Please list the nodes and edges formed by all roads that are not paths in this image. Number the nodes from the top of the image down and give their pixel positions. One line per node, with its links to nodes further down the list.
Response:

--

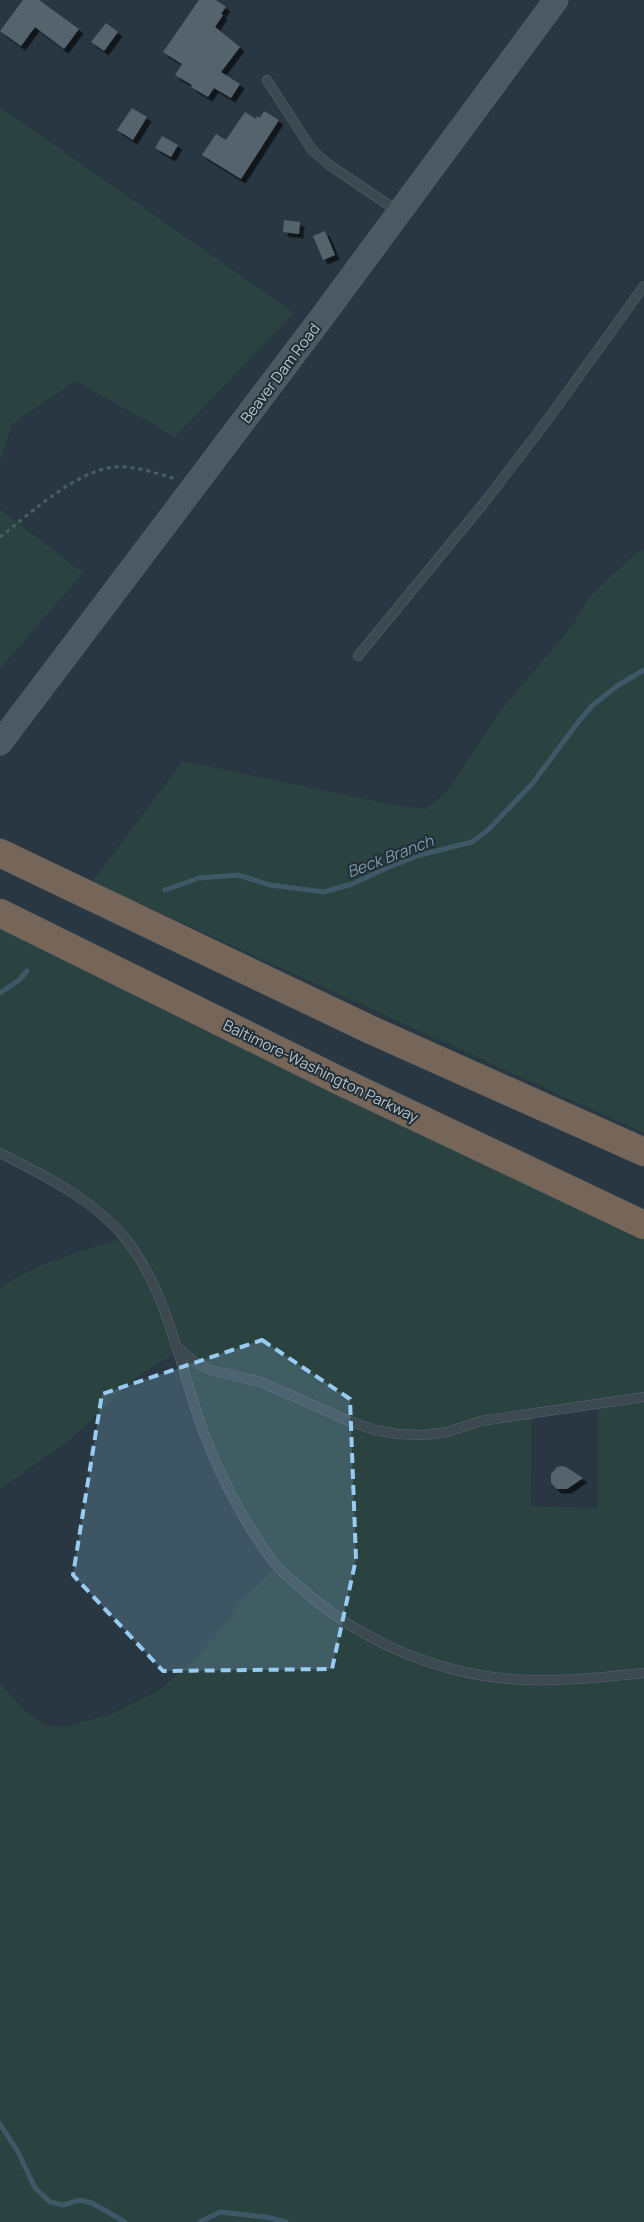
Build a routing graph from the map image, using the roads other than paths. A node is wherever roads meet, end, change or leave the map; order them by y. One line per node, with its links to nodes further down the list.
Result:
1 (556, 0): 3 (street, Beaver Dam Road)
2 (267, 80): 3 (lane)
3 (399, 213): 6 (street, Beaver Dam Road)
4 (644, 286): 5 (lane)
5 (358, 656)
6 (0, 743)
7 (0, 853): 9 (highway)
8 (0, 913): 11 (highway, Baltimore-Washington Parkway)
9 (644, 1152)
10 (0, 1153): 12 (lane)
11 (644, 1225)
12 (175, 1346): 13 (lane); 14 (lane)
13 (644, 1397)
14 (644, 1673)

---

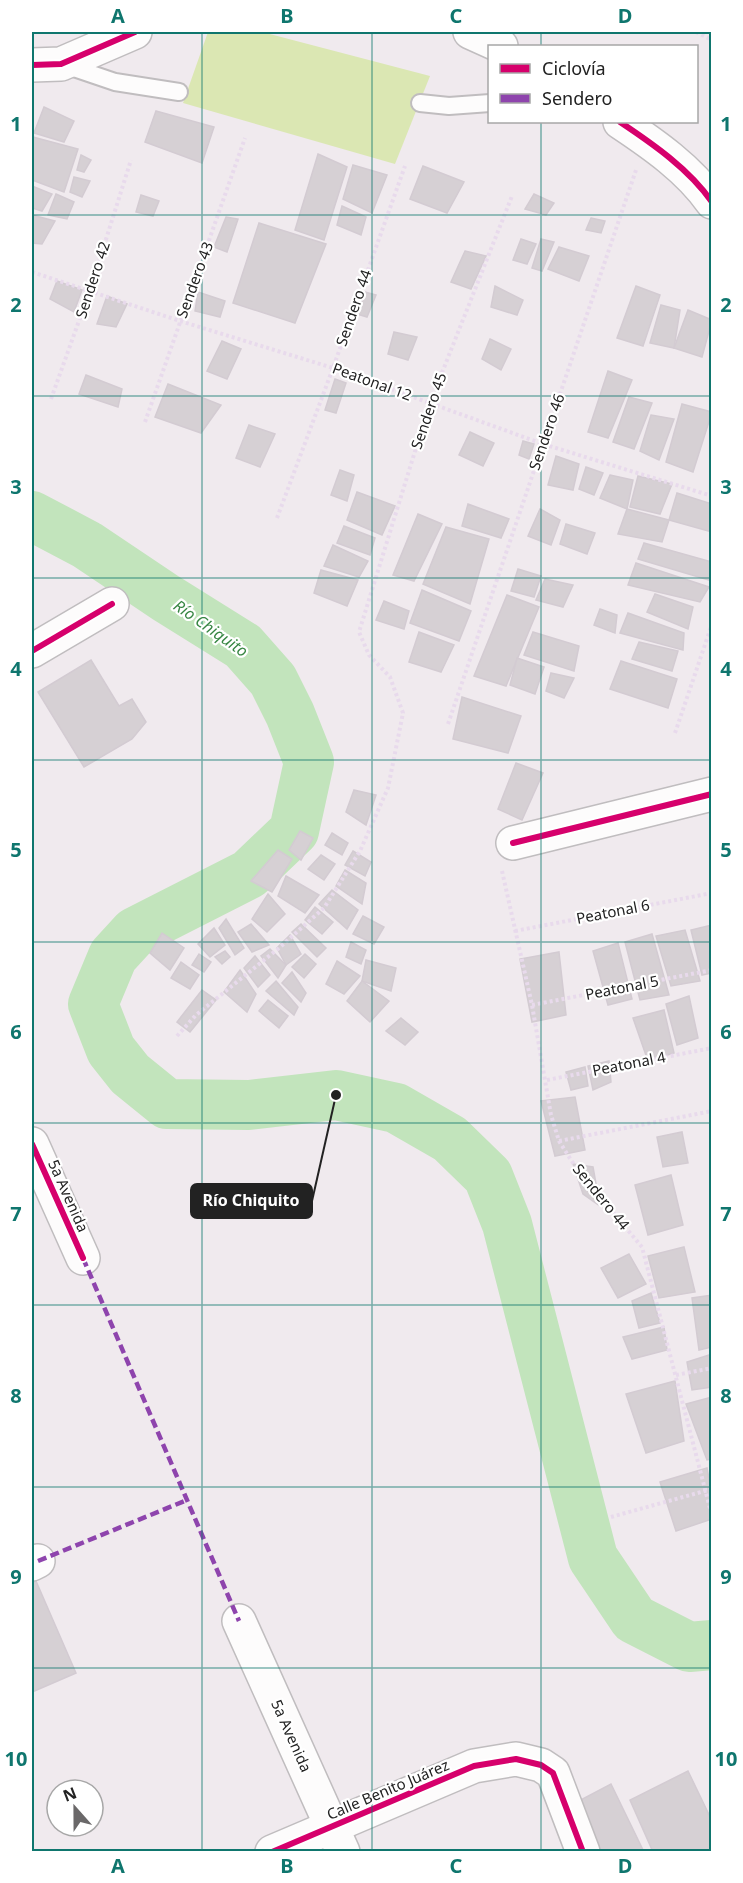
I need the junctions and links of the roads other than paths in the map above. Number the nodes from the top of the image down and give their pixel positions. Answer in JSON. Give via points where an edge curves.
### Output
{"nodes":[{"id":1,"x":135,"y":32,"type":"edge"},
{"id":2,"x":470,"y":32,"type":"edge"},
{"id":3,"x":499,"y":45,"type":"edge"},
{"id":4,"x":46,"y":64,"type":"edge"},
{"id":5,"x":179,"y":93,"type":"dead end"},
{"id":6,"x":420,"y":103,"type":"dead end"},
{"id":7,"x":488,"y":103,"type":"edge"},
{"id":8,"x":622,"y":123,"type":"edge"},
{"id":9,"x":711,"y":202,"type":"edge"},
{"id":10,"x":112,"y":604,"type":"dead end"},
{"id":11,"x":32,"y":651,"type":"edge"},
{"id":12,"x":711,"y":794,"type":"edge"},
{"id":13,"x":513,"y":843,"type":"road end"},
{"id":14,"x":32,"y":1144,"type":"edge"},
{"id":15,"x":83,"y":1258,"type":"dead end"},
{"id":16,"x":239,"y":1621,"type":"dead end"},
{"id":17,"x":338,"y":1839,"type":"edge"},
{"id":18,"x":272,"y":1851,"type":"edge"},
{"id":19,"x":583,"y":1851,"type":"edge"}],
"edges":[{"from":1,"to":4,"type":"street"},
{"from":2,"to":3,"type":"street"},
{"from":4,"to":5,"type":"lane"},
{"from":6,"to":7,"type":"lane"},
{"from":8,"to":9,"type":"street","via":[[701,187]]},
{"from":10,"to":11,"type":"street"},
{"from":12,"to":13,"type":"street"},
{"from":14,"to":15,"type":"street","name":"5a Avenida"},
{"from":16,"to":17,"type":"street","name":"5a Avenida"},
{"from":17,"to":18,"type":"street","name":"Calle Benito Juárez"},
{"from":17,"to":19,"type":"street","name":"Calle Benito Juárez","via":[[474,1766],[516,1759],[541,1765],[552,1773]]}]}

## THE PROBLEM
Report only how many lines of the listing hold the word "paths".

## RESPONSE FOR THIS EXERCISE
3